## Task brief
Please restate the data word for word, leaving out no line.

━━━━━ Given entries

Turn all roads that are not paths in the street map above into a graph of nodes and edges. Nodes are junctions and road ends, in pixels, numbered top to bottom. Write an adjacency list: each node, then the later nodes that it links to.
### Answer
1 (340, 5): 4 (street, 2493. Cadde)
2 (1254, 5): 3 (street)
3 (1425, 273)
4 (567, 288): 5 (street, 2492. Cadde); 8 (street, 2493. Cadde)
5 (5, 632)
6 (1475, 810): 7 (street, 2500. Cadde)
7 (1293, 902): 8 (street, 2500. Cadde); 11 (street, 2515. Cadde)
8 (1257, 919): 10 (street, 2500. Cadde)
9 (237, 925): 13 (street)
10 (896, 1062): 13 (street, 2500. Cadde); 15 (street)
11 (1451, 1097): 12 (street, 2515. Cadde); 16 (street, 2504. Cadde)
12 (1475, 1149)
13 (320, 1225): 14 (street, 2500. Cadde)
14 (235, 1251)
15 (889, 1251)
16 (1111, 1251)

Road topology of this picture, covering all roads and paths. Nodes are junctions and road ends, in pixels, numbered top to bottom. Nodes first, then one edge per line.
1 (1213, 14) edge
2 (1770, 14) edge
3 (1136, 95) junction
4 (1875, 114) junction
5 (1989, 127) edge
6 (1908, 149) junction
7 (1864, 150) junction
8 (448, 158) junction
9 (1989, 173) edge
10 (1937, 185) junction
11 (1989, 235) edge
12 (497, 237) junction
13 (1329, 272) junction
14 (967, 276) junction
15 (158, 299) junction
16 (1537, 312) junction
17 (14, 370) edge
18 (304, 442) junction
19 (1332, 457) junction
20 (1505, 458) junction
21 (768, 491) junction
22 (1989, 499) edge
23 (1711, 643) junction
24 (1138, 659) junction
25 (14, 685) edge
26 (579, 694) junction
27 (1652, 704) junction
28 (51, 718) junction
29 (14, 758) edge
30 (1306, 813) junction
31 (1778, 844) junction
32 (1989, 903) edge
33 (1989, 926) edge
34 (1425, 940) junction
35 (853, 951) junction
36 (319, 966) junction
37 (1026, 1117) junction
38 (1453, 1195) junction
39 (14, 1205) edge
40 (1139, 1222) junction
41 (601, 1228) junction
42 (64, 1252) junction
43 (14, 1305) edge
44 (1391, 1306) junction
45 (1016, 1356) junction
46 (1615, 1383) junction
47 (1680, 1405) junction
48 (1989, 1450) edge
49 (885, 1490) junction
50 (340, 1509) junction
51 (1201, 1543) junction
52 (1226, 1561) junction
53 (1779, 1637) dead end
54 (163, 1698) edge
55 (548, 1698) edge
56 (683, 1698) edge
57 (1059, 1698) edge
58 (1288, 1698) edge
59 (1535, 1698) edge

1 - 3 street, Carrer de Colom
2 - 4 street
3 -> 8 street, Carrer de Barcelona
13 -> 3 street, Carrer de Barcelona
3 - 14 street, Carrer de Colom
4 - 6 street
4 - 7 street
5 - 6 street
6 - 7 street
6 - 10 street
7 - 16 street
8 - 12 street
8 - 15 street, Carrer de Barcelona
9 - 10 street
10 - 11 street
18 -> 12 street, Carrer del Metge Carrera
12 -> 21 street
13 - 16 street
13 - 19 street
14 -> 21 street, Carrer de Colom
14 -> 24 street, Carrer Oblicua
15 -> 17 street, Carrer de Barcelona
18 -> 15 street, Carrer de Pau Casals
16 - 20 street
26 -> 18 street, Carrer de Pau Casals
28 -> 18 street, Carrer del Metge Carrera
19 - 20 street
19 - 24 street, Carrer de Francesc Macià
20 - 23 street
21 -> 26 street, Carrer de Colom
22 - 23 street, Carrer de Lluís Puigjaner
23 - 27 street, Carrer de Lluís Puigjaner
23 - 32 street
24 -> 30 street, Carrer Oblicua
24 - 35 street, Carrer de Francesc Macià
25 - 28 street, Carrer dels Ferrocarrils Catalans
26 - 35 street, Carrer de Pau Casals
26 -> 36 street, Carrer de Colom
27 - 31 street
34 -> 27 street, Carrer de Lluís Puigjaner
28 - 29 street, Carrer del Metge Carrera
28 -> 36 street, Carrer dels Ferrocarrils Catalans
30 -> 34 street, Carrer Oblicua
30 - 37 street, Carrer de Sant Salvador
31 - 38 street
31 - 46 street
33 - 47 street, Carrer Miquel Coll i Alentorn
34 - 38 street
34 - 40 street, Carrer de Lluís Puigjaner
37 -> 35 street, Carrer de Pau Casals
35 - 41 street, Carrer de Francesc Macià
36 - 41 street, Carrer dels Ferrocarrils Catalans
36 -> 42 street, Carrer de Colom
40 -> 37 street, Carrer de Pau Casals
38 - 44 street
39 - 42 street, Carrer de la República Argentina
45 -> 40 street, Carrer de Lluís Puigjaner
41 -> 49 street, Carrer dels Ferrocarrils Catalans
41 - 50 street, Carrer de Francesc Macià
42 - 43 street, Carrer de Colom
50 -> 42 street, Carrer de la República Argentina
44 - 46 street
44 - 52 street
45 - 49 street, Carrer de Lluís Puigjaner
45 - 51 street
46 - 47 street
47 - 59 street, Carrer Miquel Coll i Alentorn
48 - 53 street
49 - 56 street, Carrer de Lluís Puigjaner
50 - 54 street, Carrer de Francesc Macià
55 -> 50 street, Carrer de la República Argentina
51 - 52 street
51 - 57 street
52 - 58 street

━━━━━━━━━━

## Solution
Turn all roads that are not paths in the street map above into a graph of nodes and edges. Nodes are junctions and road ends, in pixels, numbered top to bottom. Write an adjacency list: each node, then the later nodes that it links to.
### Answer
1 (340, 5): 4 (street, 2493. Cadde)
2 (1254, 5): 3 (street)
3 (1425, 273)
4 (567, 288): 5 (street, 2492. Cadde); 8 (street, 2493. Cadde)
5 (5, 632)
6 (1475, 810): 7 (street, 2500. Cadde)
7 (1293, 902): 8 (street, 2500. Cadde); 11 (street, 2515. Cadde)
8 (1257, 919): 10 (street, 2500. Cadde)
9 (237, 925): 13 (street)
10 (896, 1062): 13 (street, 2500. Cadde); 15 (street)
11 (1451, 1097): 12 (street, 2515. Cadde); 16 (street, 2504. Cadde)
12 (1475, 1149)
13 (320, 1225): 14 (street, 2500. Cadde)
14 (235, 1251)
15 (889, 1251)
16 (1111, 1251)

Road topology of this picture, covering all roads and paths. Nodes are junctions and road ends, in pixels, numbered top to bottom. Nodes first, then one edge per line.
1 (1213, 14) edge
2 (1770, 14) edge
3 (1136, 95) junction
4 (1875, 114) junction
5 (1989, 127) edge
6 (1908, 149) junction
7 (1864, 150) junction
8 (448, 158) junction
9 (1989, 173) edge
10 (1937, 185) junction
11 (1989, 235) edge
12 (497, 237) junction
13 (1329, 272) junction
14 (967, 276) junction
15 (158, 299) junction
16 (1537, 312) junction
17 (14, 370) edge
18 (304, 442) junction
19 (1332, 457) junction
20 (1505, 458) junction
21 (768, 491) junction
22 (1989, 499) edge
23 (1711, 643) junction
24 (1138, 659) junction
25 (14, 685) edge
26 (579, 694) junction
27 (1652, 704) junction
28 (51, 718) junction
29 (14, 758) edge
30 (1306, 813) junction
31 (1778, 844) junction
32 (1989, 903) edge
33 (1989, 926) edge
34 (1425, 940) junction
35 (853, 951) junction
36 (319, 966) junction
37 (1026, 1117) junction
38 (1453, 1195) junction
39 (14, 1205) edge
40 (1139, 1222) junction
41 (601, 1228) junction
42 (64, 1252) junction
43 (14, 1305) edge
44 (1391, 1306) junction
45 (1016, 1356) junction
46 (1615, 1383) junction
47 (1680, 1405) junction
48 (1989, 1450) edge
49 (885, 1490) junction
50 (340, 1509) junction
51 (1201, 1543) junction
52 (1226, 1561) junction
53 (1779, 1637) dead end
54 (163, 1698) edge
55 (548, 1698) edge
56 (683, 1698) edge
57 (1059, 1698) edge
58 (1288, 1698) edge
59 (1535, 1698) edge

1 - 3 street, Carrer de Colom
2 - 4 street
3 -> 8 street, Carrer de Barcelona
13 -> 3 street, Carrer de Barcelona
3 - 14 street, Carrer de Colom
4 - 6 street
4 - 7 street
5 - 6 street
6 - 7 street
6 - 10 street
7 - 16 street
8 - 12 street
8 - 15 street, Carrer de Barcelona
9 - 10 street
10 - 11 street
18 -> 12 street, Carrer del Metge Carrera
12 -> 21 street
13 - 16 street
13 - 19 street
14 -> 21 street, Carrer de Colom
14 -> 24 street, Carrer Oblicua
15 -> 17 street, Carrer de Barcelona
18 -> 15 street, Carrer de Pau Casals
16 - 20 street
26 -> 18 street, Carrer de Pau Casals
28 -> 18 street, Carrer del Metge Carrera
19 - 20 street
19 - 24 street, Carrer de Francesc Macià
20 - 23 street
21 -> 26 street, Carrer de Colom
22 - 23 street, Carrer de Lluís Puigjaner
23 - 27 street, Carrer de Lluís Puigjaner
23 - 32 street
24 -> 30 street, Carrer Oblicua
24 - 35 street, Carrer de Francesc Macià
25 - 28 street, Carrer dels Ferrocarrils Catalans
26 - 35 street, Carrer de Pau Casals
26 -> 36 street, Carrer de Colom
27 - 31 street
34 -> 27 street, Carrer de Lluís Puigjaner
28 - 29 street, Carrer del Metge Carrera
28 -> 36 street, Carrer dels Ferrocarrils Catalans
30 -> 34 street, Carrer Oblicua
30 - 37 street, Carrer de Sant Salvador
31 - 38 street
31 - 46 street
33 - 47 street, Carrer Miquel Coll i Alentorn
34 - 38 street
34 - 40 street, Carrer de Lluís Puigjaner
37 -> 35 street, Carrer de Pau Casals
35 - 41 street, Carrer de Francesc Macià
36 - 41 street, Carrer dels Ferrocarrils Catalans
36 -> 42 street, Carrer de Colom
40 -> 37 street, Carrer de Pau Casals
38 - 44 street
39 - 42 street, Carrer de la República Argentina
45 -> 40 street, Carrer de Lluís Puigjaner
41 -> 49 street, Carrer dels Ferrocarrils Catalans
41 - 50 street, Carrer de Francesc Macià
42 - 43 street, Carrer de Colom
50 -> 42 street, Carrer de la República Argentina
44 - 46 street
44 - 52 street
45 - 49 street, Carrer de Lluís Puigjaner
45 - 51 street
46 - 47 street
47 - 59 street, Carrer Miquel Coll i Alentorn
48 - 53 street
49 - 56 street, Carrer de Lluís Puigjaner
50 - 54 street, Carrer de Francesc Macià
55 -> 50 street, Carrer de la República Argentina
51 - 52 street
51 - 57 street
52 - 58 street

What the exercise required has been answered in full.